Posted by thatsmystapler on 2006-06-25 04:04:12>

Stapler, I think you’re taking a situation that’s much more complex than you seem to want it to be, and reacting to it in a very blunt manner. Let’s go through this one step at a time.

I think there’s a very big difference between what fans like yourself are saying, and what you actually mean. You say, “HOW ABOUT MAKING WRITERS AND AUTHORS STICK TO DEADLINES??? ” To which I would say that, in most cases, we do. But let’s take the flipside for a second: if a given creator can’t get a book done in thirty days, what would you have us do? Because all of the evidence I have indicates that, while people say that they want he books more frequently, what they really want is the books more frequently by the same creators, and at the same level of quality. And that’s just not going to happen in most cases. And in those cases where it’s not possible, it’s in the best interests of the project long term to hold the line, rather than rushing in a fill-in or bringing in half-a-dozen pencilers to hack out your crossover.

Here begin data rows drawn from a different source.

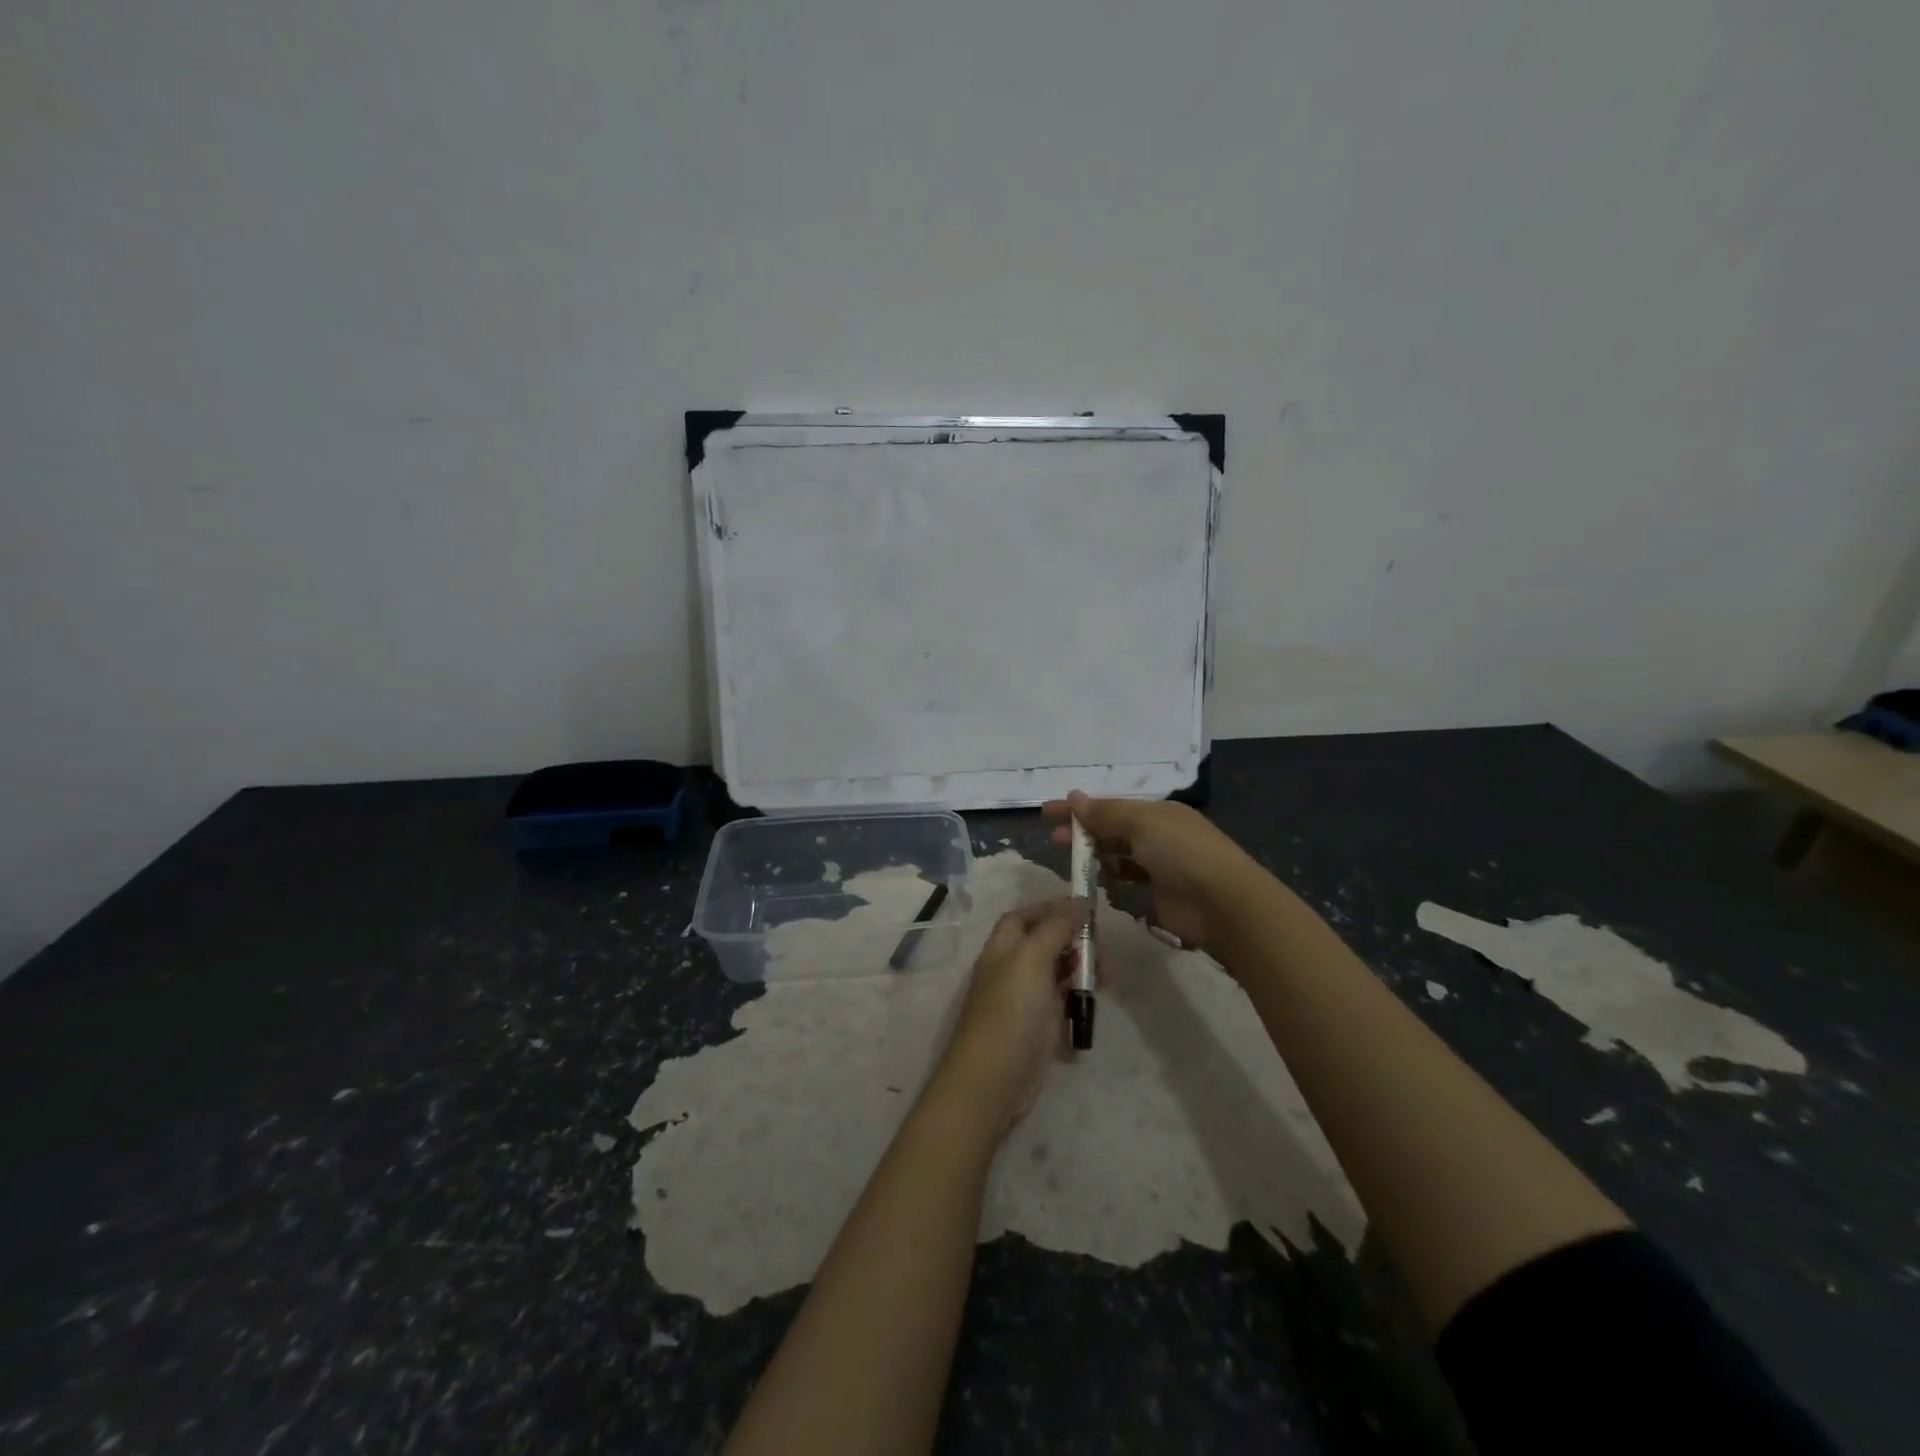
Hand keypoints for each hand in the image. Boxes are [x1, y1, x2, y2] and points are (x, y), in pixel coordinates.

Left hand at [932, 899, 1084, 1135]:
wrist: (993, 1080)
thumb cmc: (1010, 1011)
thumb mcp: (1032, 959)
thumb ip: (1056, 928)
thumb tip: (1078, 901)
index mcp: (1004, 946)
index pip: (1027, 915)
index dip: (1053, 908)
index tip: (1087, 910)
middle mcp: (1013, 967)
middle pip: (1047, 942)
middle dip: (1076, 940)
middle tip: (1102, 950)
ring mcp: (1026, 998)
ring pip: (1059, 972)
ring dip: (1083, 969)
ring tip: (1105, 979)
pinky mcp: (1040, 1026)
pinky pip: (1064, 1002)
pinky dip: (1080, 999)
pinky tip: (1093, 1004)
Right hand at [1043, 790, 1256, 955]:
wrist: (1222, 903)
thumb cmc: (1181, 852)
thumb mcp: (1141, 823)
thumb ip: (1105, 813)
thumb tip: (1074, 797)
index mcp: (1158, 812)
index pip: (1111, 805)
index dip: (1080, 808)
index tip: (1048, 811)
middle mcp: (1158, 834)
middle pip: (1112, 829)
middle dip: (1083, 831)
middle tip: (1054, 839)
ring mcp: (1159, 865)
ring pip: (1118, 854)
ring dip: (1094, 854)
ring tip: (1069, 859)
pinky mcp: (1158, 894)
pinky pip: (1127, 879)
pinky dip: (1110, 876)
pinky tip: (1094, 879)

You’re entitled to feel however you felt about SECRET WAR as a project. But I’d argue that, while it may not have worked for you, the sales of both the individual issues and the continuing sales on the hardcover indicate that the artwork was worth waiting for, at least as far as the majority of the audience is concerned. The same thing is clearly true of THE ULTIMATES. And the same thing is clearly true of IRON MAN. All during the time the Warren and Adi run was being delayed, all I heard was “why can’t you get a guy who’ll deliver the book monthly?” And now that Patrick Zircher is doing just that, all I hear is, “Well, you know, this artwork really isn’t a patch on what Adi Granov does.” So each instance is a choice. And we clearly all take responsibility for making that choice to hold the line. You may not like the choice we made, but there it is.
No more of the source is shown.